【−1】笑顔

笑顔の心霊写真というものは実はそれほど珍しいものではないし、特に生霊の写真の場合はそれこそ生身の人間のように写っている場合もあるから、笑顔であったからといって驚くに値しないだろう。
それよりも、この写真が本物であったならば、最も驚くべき部分は、生身の人間と違和感なくツーショットで写っているポージングそのものである。
生霊であろうとも霊体であることには変わりないわけであり、全くあらぬ場所に写っていたり、大きさそのものが構図上おかしいなど、一応生身の人間らしい姿はしているものの、普通の心霊写真と同じように明確に“異様な状態”であると認識できるような形で写真に収まっているのが大概のケースである。

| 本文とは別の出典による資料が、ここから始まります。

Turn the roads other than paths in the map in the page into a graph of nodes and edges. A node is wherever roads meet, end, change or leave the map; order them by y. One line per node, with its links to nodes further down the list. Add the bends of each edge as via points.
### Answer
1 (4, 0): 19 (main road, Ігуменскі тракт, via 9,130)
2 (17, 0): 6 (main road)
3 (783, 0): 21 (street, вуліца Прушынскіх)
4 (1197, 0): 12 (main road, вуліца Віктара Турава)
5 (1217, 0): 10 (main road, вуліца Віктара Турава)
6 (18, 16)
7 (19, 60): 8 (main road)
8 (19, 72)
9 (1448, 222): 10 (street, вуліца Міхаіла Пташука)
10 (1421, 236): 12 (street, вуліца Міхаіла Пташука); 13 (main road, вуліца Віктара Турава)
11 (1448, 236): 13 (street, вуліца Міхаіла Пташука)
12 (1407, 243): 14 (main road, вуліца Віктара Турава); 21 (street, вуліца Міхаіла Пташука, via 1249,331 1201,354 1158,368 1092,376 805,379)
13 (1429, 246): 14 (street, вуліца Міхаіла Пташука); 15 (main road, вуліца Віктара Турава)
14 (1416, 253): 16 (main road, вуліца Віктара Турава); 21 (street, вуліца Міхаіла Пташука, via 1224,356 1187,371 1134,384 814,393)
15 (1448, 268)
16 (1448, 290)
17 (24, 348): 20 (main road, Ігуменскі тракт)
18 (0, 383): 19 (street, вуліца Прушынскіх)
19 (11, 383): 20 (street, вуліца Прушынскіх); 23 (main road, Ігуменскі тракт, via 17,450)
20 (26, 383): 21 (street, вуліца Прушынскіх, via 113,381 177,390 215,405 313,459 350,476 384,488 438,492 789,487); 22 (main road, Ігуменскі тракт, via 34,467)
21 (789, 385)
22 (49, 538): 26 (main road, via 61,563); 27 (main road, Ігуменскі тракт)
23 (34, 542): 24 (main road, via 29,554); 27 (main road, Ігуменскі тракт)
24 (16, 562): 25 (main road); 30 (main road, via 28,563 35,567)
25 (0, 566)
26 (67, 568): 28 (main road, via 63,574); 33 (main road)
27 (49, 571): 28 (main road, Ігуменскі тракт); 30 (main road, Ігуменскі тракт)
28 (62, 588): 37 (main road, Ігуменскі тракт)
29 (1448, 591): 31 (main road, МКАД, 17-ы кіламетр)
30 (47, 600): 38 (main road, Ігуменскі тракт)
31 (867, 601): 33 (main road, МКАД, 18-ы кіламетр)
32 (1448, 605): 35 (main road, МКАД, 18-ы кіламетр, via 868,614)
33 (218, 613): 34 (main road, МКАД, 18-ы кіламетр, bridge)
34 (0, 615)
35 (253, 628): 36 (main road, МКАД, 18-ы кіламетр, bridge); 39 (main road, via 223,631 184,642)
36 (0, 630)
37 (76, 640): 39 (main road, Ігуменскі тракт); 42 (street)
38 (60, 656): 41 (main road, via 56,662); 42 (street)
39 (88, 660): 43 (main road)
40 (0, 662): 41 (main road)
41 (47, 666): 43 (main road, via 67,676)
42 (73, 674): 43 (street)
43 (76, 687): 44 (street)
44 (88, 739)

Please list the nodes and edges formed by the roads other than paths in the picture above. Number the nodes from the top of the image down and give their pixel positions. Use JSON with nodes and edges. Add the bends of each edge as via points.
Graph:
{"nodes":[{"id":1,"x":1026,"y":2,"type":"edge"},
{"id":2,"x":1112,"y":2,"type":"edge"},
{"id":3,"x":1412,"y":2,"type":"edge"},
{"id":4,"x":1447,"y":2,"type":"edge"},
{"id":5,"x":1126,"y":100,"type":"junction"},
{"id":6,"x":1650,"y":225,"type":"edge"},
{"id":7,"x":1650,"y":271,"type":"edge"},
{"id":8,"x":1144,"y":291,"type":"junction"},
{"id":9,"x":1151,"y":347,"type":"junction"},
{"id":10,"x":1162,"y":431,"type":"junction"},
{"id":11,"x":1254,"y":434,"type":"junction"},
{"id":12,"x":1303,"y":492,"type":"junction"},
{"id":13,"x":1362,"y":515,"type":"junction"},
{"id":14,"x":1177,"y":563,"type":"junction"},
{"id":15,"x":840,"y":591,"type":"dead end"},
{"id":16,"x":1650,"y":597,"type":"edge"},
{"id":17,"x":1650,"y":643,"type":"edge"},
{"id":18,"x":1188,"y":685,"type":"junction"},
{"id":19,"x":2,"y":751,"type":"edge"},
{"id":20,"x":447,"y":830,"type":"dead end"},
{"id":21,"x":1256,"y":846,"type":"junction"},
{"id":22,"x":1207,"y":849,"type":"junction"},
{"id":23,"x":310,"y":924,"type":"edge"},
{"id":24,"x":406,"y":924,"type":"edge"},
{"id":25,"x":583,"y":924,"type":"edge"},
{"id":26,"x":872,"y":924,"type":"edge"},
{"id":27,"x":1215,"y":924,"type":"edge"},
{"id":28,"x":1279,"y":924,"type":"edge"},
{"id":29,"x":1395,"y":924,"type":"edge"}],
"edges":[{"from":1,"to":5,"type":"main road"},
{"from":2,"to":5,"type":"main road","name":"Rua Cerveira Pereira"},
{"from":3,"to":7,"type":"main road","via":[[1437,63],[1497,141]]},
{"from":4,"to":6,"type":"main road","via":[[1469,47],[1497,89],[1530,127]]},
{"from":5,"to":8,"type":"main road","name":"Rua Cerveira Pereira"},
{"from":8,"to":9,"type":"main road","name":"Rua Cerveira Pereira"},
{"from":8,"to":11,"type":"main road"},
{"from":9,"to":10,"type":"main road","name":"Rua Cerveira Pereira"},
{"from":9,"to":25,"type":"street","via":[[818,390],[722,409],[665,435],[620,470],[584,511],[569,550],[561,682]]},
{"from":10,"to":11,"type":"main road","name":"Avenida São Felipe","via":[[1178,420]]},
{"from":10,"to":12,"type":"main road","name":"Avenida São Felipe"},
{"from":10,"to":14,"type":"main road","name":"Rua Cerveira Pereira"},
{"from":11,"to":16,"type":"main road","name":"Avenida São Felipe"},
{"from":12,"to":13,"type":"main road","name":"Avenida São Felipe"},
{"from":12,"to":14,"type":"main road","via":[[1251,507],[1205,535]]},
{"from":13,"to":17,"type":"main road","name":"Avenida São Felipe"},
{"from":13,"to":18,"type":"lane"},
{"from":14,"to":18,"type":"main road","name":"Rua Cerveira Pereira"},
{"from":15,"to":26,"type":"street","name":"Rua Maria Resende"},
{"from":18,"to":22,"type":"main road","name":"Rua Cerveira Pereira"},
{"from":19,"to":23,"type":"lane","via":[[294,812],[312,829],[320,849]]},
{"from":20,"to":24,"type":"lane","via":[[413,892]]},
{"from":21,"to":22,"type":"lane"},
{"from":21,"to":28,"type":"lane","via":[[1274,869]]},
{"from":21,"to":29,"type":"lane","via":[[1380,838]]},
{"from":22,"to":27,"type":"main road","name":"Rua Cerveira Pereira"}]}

生霊であると全く気付かないぐらい自然な形で友人と写り込んでいるということは、おそらく友人と同じ制服姿で、同じようなVサインをした等身大の生霊がいると推測できる。
しかしその写真に写されている生霊の姿に関する情報がかなり少なく、読者が本当に心霊写真であると判断できるレベルにはなっていないというのが正直な感想である。
本物が添付されていなければ駄目と言う気はないが、心霊写真を怪異のメインに据える場合、単なるイメージではなく、ディテールにこだわった言葉を積み重ねる必要があると言える。
この作品の場合、その部分に問題があるため、マイナス評価とさせていただいた。